Research led by HUCE fellow shows that moisture slows surface cooling after sunset, pushing coastal and urban areas into more hours of dangerous heat.
Oct 31, 2025
thermometer

Humid air doesn’t just make heat feel worse. It also keeps Earth’s surface from cooling at night.

New research led by Nkosi Muse, a postdoctoral fellow at the Harvard University Center for the Environment, finds that humid nights are a distinct danger to human health, even when daytime temperatures are not extreme.  

We knew that increased air moisture reduces the efficiency of sweating as a mechanism to cool our bodies, but most previous studies looked at the health impacts during the day.

The research, published this month in Climatic Change, helps fill a gap by focusing on nighttime conditions in a chronically muggy place. It also explores how the urban heat island effect (the tendency for urban areas to be warmer than nearby rural areas) can behave differently in chronically humid environments.

Using southern Florida as a test case, Muse and colleagues at the University of Miami found that higher specific humidity is linked to warmer nighttime land surface temperatures and a smaller day-to-night swing. That keeps air temperatures and the heat index higher overnight.

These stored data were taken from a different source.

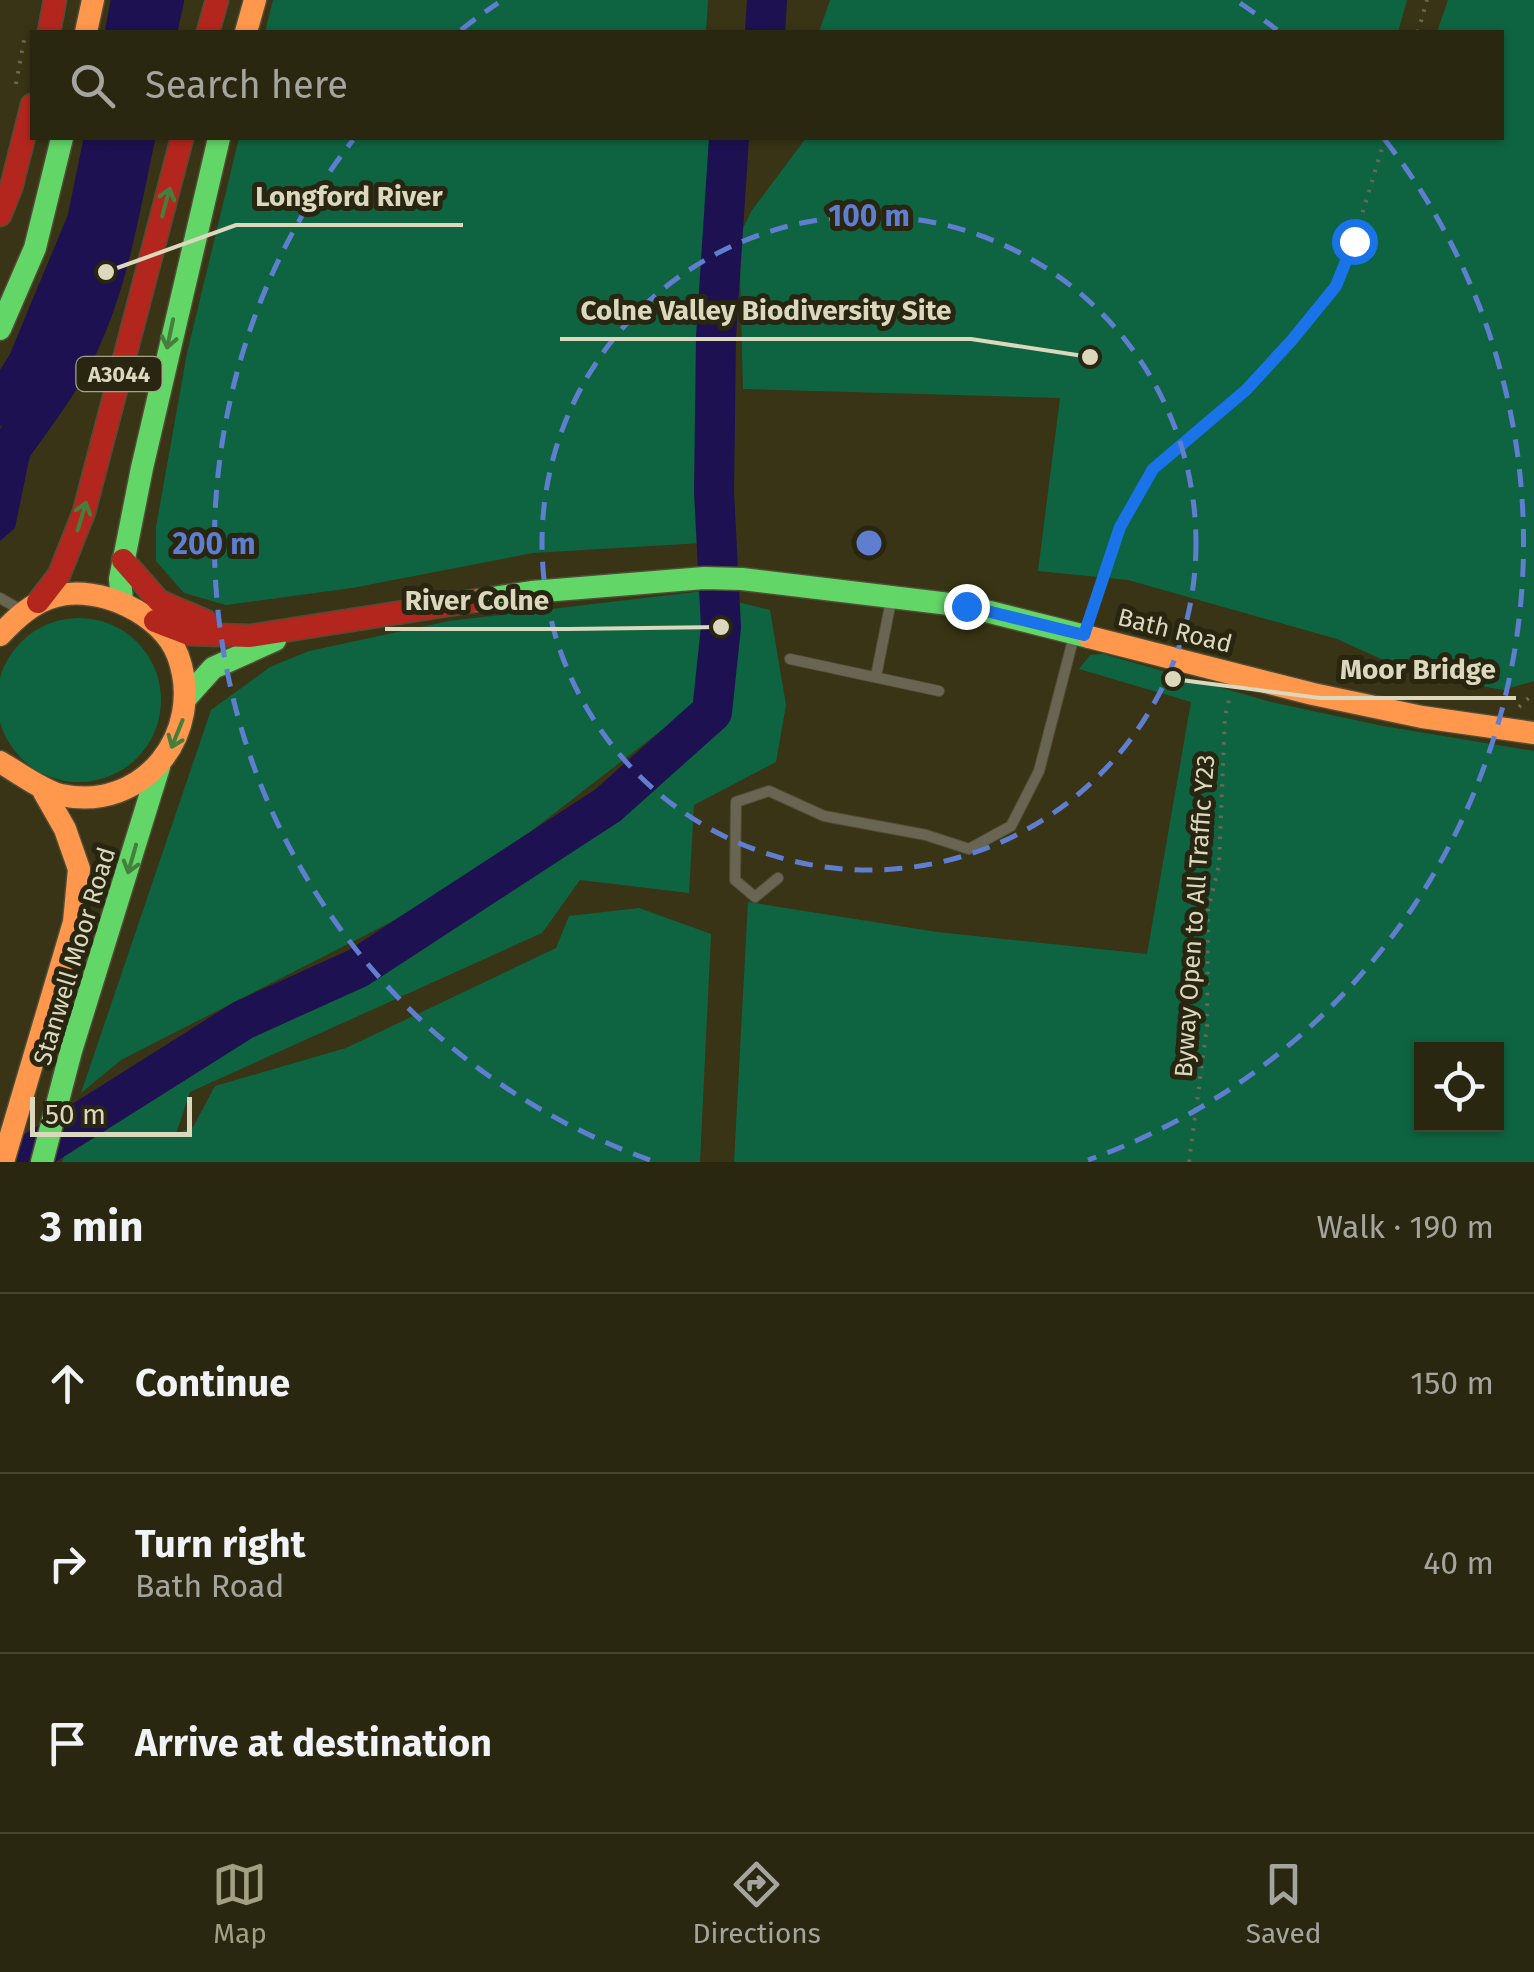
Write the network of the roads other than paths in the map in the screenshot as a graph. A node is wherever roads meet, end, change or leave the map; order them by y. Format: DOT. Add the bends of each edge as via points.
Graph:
graph roads {
  1 [pos="55,0"];
  2 [pos="93,0"];
  3 [pos="217,0"];
  4 [pos="255,0"];
  5 [pos="49,30"];
  6 [pos="86,30"];
  7 [pos="209,30"];
  8 [pos="247,30"];
  9 [pos="24,97"];
  10 [pos="61,140"];
  11 [pos="181,140"];
  12 [pos="218,140"];
  13 [pos="0,216"];
  14 [pos="0,330"];
  15 [pos="123,560"];
  16 [pos="892,596"];
  17 [pos="0,598"];
  18 [pos="122,600"];
  19 [pos="30,606"];
  20 [pos="154,621"];
  21 [pos="295,631"];
  22 [pos="1079,634"];
  23 [pos="0,635"];
  24 [pos="250,636"];
  25 [pos="790,659"];
  26 [pos="876,676"];
  27 [pos="938,692"];
  28 [pos="186,698"];
  29 [pos="1534,732"];
  30 [pos="0,762"];
  31 [pos="159,766"];
  32 [pos="44,792"];
  33 [pos="778,878"];
  34 [pos="3,1162"];
  35 [pos="42,1162"];
  1 -- 5 [label="main road"];
  2 -- 6 [label="main road"];
  3 -- 7 [label="main road"];
  4 -- 8 [label="main road"];
  9 -- 13 [label="main road" via="11,188"];
  10 -- 14 [label="main road" via="34,248"];
  19 -- 11 [label="main road, A3044, one-way" via="59,575 84,512"];
  12 -- 15 [label="main road, A3044, one-way"];
  15 -- 18 [label="main road, A3044"];
  15 -- 24 [label="main road" via="159,600"];
  16 -- 21 [label="main road, Bath Road" via="704,578 531,592"];
  16 -- 22 [label="main road, Bath Road"];
  16 -- 26 [label="lane"];
  17 -- 19 [label="lane"];
  18 -- 19 [label="main road" via="84,592"];
  18 -- 20 [label="main road"];
  19 -- 23 [label="main road"];
  20 -- 24 [label="main road" via="189,634"];
  20 -- 28 [label="main road" via="174,648"];
  21 -- 24 [label="main road"];
  21 -- 28 [label="main road" via="212,668"];
  22 -- 29 [label="main road, Bath Road" via="1313,694"];
  22 -- 33 [label="lane" via="1039,771 1011,826 969,849 824,816 769,790 736,802 735,880 756,898"];
  25 -- 26 [label="lane"];
  26 -- 27 [label="lane"];
  28 -- 31 [label="main road, Stanwell Moor Road, one-way" via="182,726"];
  30 -- 32 [label="main road"];
  31 -- 32 [label="main road" via="114,797 91,801"];
  31 -- 35 [label="main road, Stanwell Moor Road, one-way"];
  32 -- 34 [label="main road, Stanwell Moor Road" via="78,870 76,905"];
}
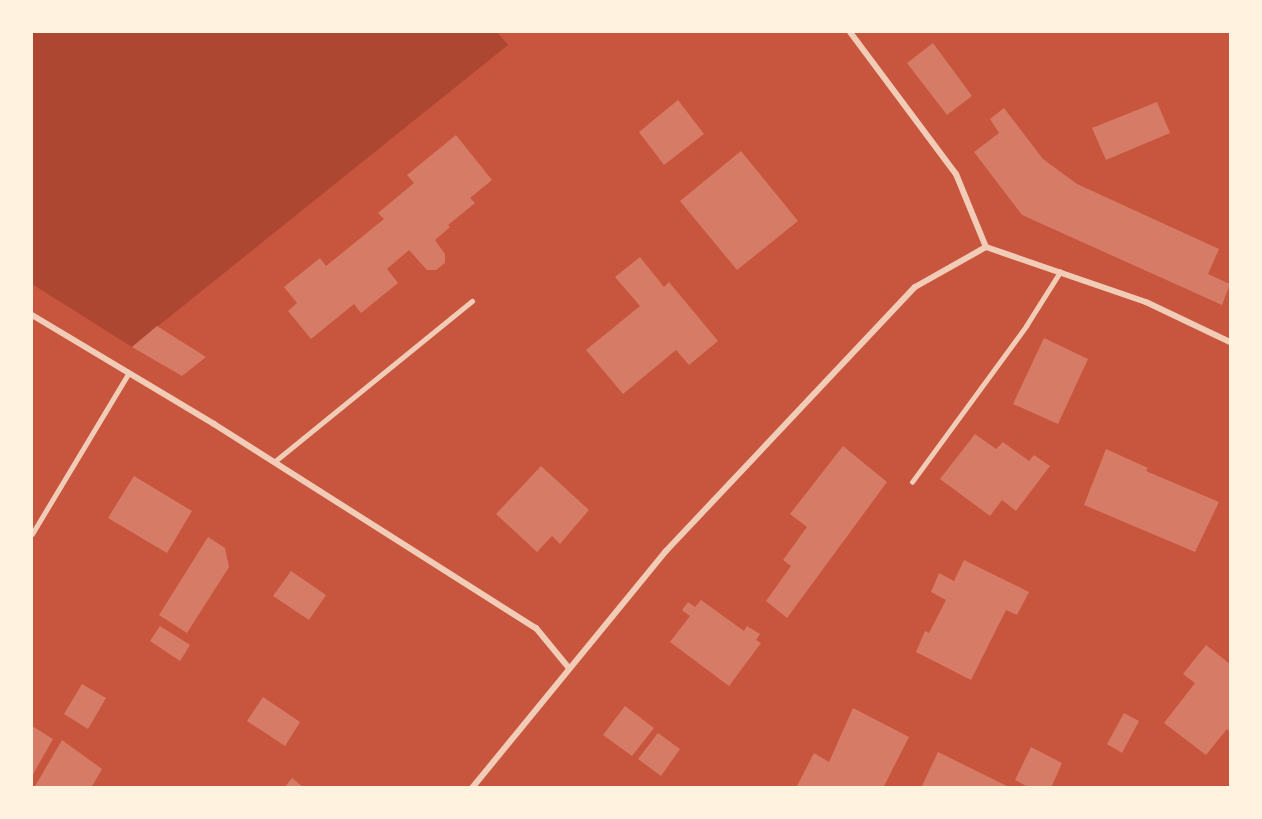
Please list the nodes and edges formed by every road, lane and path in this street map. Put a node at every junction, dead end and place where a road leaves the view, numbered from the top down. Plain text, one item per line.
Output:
1 (850, 32) edge
2 (986, 247) junction
3 (1060, 272) junction
4 (472, 301) dead end
5 (32, 315) edge
6 (1230, 342) edge
7 (129, 374) junction
8 (274, 462) junction
9 (912, 482) dead end
10 (32, 534) edge
11 (568, 668) junction
12 (472, 788) edge

1 - 2 street
2 - 3 street
2 - 11 street
3 - 6 street
3 - 9 lane
4 - 8 lane
5 - 7 street
7 - 8 street
7 - 10 lane
8 - 11 street
11 - 12 street

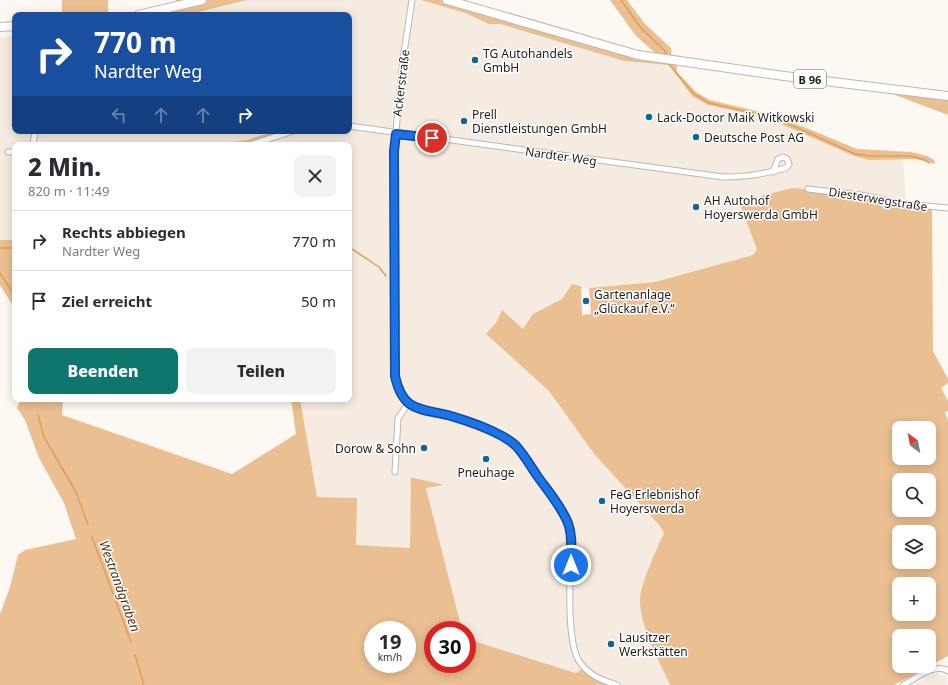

Muse says the research “emphasizes the need for equitable heat reduction strategies, especially in coastal and tropical urban heat islands characterized by high levels of humidity, which absorb large amounts of solar radiation throughout the course of the day.”

“Without heat adaptation and mitigation strategies, thermal discomfort will remain increased in these regions and pose a greater threat to human health, especially as the atmosphere gets warmer and moister” with climate change, he added.